Stored items
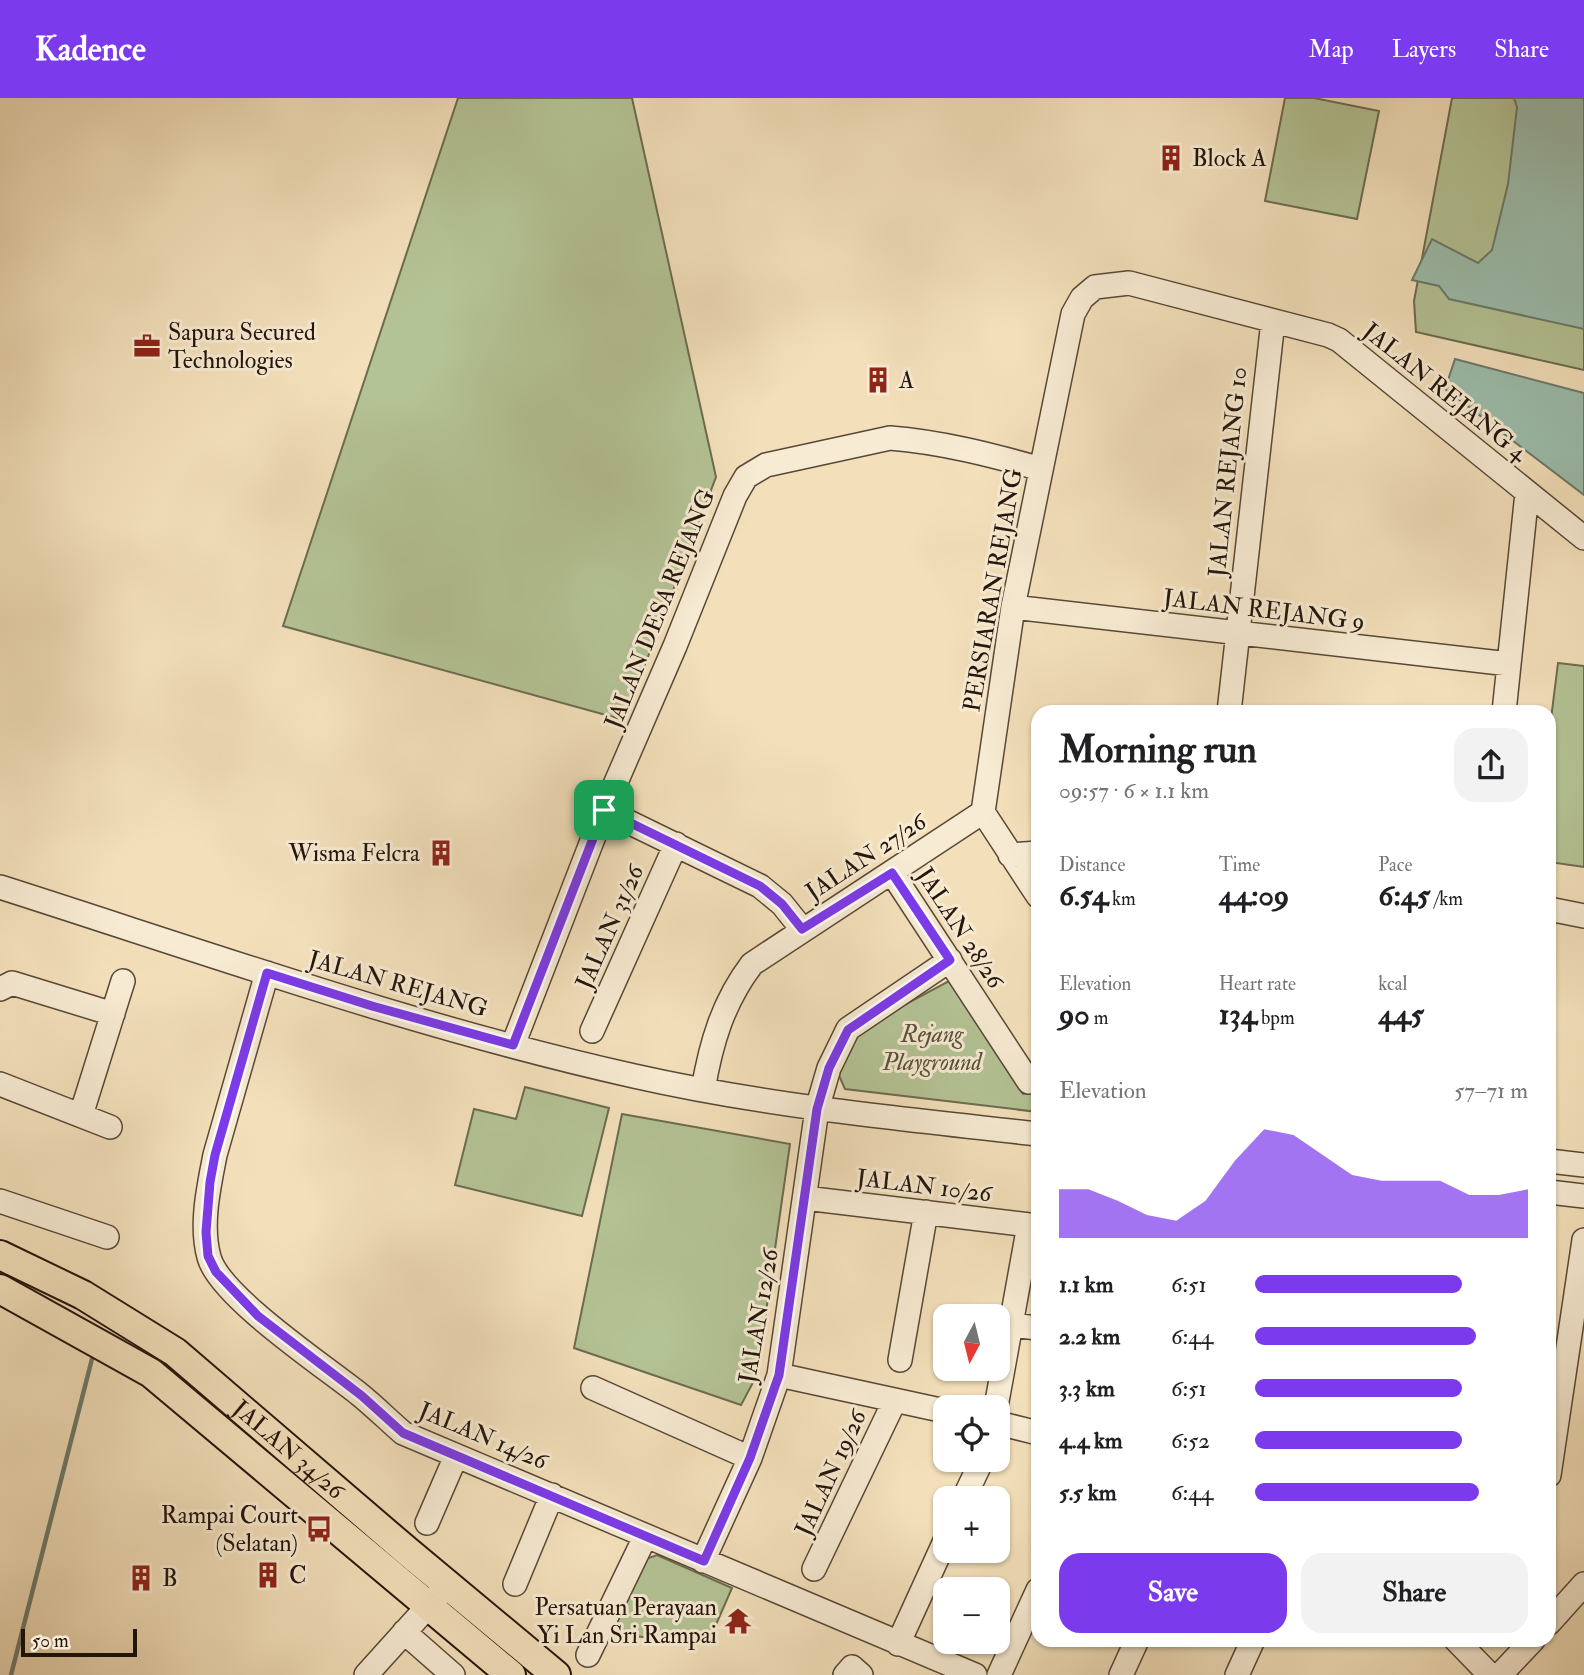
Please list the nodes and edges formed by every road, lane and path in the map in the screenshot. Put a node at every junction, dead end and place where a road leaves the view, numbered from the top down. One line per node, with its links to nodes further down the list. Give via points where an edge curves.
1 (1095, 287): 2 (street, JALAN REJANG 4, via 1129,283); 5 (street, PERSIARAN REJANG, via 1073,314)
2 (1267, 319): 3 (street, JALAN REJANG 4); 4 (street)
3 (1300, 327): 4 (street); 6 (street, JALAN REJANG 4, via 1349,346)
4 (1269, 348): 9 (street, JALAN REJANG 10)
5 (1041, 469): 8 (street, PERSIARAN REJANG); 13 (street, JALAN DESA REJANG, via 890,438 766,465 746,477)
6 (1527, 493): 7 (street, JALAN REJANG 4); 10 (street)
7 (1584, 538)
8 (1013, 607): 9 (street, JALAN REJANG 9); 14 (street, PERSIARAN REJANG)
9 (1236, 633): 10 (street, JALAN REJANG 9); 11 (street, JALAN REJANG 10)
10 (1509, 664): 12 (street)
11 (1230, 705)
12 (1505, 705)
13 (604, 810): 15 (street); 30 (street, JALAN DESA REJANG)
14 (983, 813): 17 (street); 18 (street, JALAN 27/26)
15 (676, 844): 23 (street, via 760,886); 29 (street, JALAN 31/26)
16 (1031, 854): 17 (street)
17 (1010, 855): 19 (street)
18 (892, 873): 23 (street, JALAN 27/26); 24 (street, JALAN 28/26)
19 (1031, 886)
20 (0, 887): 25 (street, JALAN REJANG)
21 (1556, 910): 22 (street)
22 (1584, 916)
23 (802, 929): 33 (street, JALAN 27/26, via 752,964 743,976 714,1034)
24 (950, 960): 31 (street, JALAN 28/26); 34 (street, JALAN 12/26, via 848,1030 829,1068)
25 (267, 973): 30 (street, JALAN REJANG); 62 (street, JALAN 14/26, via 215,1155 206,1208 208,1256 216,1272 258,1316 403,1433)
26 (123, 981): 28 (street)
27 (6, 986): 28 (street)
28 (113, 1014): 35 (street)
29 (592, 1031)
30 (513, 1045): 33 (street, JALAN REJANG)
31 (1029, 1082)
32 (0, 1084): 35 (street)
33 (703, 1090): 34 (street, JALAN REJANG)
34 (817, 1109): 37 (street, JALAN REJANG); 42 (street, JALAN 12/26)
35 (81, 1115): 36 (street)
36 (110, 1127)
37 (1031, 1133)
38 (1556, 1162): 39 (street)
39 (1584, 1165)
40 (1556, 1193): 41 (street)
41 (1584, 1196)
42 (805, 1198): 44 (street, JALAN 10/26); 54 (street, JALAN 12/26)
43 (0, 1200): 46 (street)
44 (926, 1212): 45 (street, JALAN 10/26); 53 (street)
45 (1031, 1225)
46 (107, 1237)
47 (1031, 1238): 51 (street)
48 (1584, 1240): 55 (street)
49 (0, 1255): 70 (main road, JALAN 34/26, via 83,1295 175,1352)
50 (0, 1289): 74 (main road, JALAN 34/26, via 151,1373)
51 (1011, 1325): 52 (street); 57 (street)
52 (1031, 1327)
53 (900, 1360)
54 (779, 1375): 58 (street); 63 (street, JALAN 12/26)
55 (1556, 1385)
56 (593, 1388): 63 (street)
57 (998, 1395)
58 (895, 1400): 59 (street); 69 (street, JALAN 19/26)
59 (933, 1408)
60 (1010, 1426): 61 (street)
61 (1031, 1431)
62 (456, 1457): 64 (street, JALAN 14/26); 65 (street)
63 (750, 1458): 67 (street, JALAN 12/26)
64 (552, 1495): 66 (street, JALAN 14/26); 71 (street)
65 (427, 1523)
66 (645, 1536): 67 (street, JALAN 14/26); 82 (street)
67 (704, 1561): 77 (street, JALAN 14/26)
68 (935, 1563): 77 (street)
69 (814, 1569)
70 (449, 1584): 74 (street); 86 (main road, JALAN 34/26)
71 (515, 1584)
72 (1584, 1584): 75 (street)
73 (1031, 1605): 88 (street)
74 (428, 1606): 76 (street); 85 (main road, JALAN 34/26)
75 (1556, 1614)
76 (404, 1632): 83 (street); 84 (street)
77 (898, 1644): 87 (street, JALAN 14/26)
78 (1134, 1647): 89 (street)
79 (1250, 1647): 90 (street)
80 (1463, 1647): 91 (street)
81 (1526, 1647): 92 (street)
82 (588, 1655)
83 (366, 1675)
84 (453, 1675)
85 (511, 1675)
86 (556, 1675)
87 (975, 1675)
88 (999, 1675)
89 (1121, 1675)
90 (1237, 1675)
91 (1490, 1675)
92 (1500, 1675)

◆ TASK BRIEF ◆
Retype the records exactly, but skip the pictures.

◆ ANSWER FOR THE TASK ◆
Please list the nodes and edges formed by every road, lane and path in the map in the screenshot. Put a node at every junction, dead end and place where a road leaves the view, numbered from the top down. One line per node, with its links to nodes further down the list. Give via points where an edge curves.
1 (1095, 287): 2 (street, JALAN REJANG 4, via 1129,283); 5 (street, PERSIARAN REJANG, via 1073,314)
2 (1267, 319): 3 (street, JALAN REJANG 4); 4 (street)
3 (1300, 327): 4 (street); 6 (street, JALAN REJANG 4, via 1349,346)
4 (1269, 348): 9 (street, JALAN REJANG 10)
5 (1041, 469): 8 (street, PERSIARAN REJANG); 13 (street, JALAN DESA REJANG, via 890,438 766,465 746,477)
6 (1527, 493): 7 (street, JALAN REJANG 4); 10 (street)
7 (1584, 538)
8 (1013, 607): 9 (street, JALAN REJANG 9); 14 (street, PERSIARAN REJANG)
9 (1236, 633): 10 (street, JALAN REJANG 9); 11 (street, JALAN REJANG 10)
10 (1509, 664): 12 (street)
11 (1230, 705)
12 (1505, 705)
13 (604, 810): 15 (street); 30 (street, JALAN DESA REJANG)
14 (983, 813): 17 (street); 18 (street, JALAN 27/26)
15 (676, 844): 23 (street, via 760,886); 29 (street, JALAN 31/26)
16 (1031, 854): 17 (street)
17 (1010, 855): 19 (street)
18 (892, 873): 23 (street, JALAN 27/26); 24 (street, JALAN 28/26)
19 (1031, 886)
20 (0, 887): 25 (street, JALAN REJANG)
21 (1556, 910): 22 (street)
22 (1584, 916)
23 (802, 929): 33 (street, JALAN 27/26, via 752,964 743,976 714,1034)
24 (950, 960): 31 (street, JALAN 28/26); 34 (street, JALAN 12/26, via 848,1030 829,1068)
25 (267, 973): 30 (street, JALAN REJANG); 62 (street, JALAN 14/26, via 215,1155 206,1208 208,1256 216,1272 258,1316 403,1433)
26 (123, 981): 28 (street)
27 (6, 986): 28 (street)
28 (113, 1014): 35 (street)
29 (592, 1031)
30 (513, 1045): 33 (street, JALAN REJANG)
31 (1029, 1082)
32 (0, 1084): 35 (street)
33 (703, 1090): 34 (street, JALAN REJANG)
34 (817, 1109): 37 (street, JALAN REJANG); 42 (street, JALAN 12/26)
35 (81, 1115): 36 (street)
36 (110, 1127)
37 (1031, 1133)
38 (1556, 1162): 39 (street)
39 (1584, 1165)
40 (1556, 1193): 41 (street)
41 (1584, 1196)
42 (805, 1198): 44 (street, JALAN 10/26); 54 (street, JALAN 12/26)
43 (0, 1200): 46 (street)
44 (926, 1212): 45 (street, JALAN 10/26); 53 (street)
45 (1031, 1225)
46 (107, 1237)
47 (1031, 1238): 51 (street)
48 (1584, 1240): 55 (street)
49 (0, 1255): 70 (main road, JALAN 34/26, via 83,1295 175,1352)
50 (0, 1289): 74 (main road, JALAN 34/26, via 151,1373)
51 (1011, 1325): 52 (street); 57 (street)
52 (1031, 1327)
53 (900, 1360)
54 (779, 1375): 58 (street); 63 (street, JALAN 12/26)
55 (1556, 1385)
56 (593, 1388): 63 (street)
57 (998, 1395)
58 (895, 1400): 59 (street); 69 (street, JALAN 19/26)
59 (933, 1408)
60 (1010, 1426): 61 (street)
61 (1031, 1431)
62 (456, 1457): 64 (street, JALAN 14/26); 65 (street)
63 (750, 1458): 67 (street, JALAN 12/26)
64 (552, 1495): 66 (street, JALAN 14/26); 71 (street)
65 (427, 1523)
66 (645, 1536): 67 (street, JALAN 14/26); 82 (street)
67 (704, 1561): 77 (street, JALAN 14/26)
68 (935, 1563): 77 (street)
69 (814, 1569)
70 (449, 1584): 74 (street); 86 (main road, JALAN 34/26)
71 (515, 1584)
72 (1584, 1584): 75 (street)
73 (1031, 1605): 88 (street)
74 (428, 1606): 76 (street); 85 (main road, JALAN 34/26)
75 (1556, 1614)
76 (404, 1632): 83 (street); 84 (street)
77 (898, 1644): 87 (street, JALAN 14/26)
78 (1134, 1647): 89 (street)
79 (1250, 1647): 90 (street)
80 (1463, 1647): 91 (street)
81 (1526, 1647): 92 (street)
82 (588, 1655)
83 (366, 1675)
84 (453, 1675)
85 (511, 1675)
86 (556, 1675)
87 (975, 1675)
88 (999, 1675)
89 (1121, 1675)
90 (1237, 1675)
91 (1490, 1675)
92 (1500, 1675)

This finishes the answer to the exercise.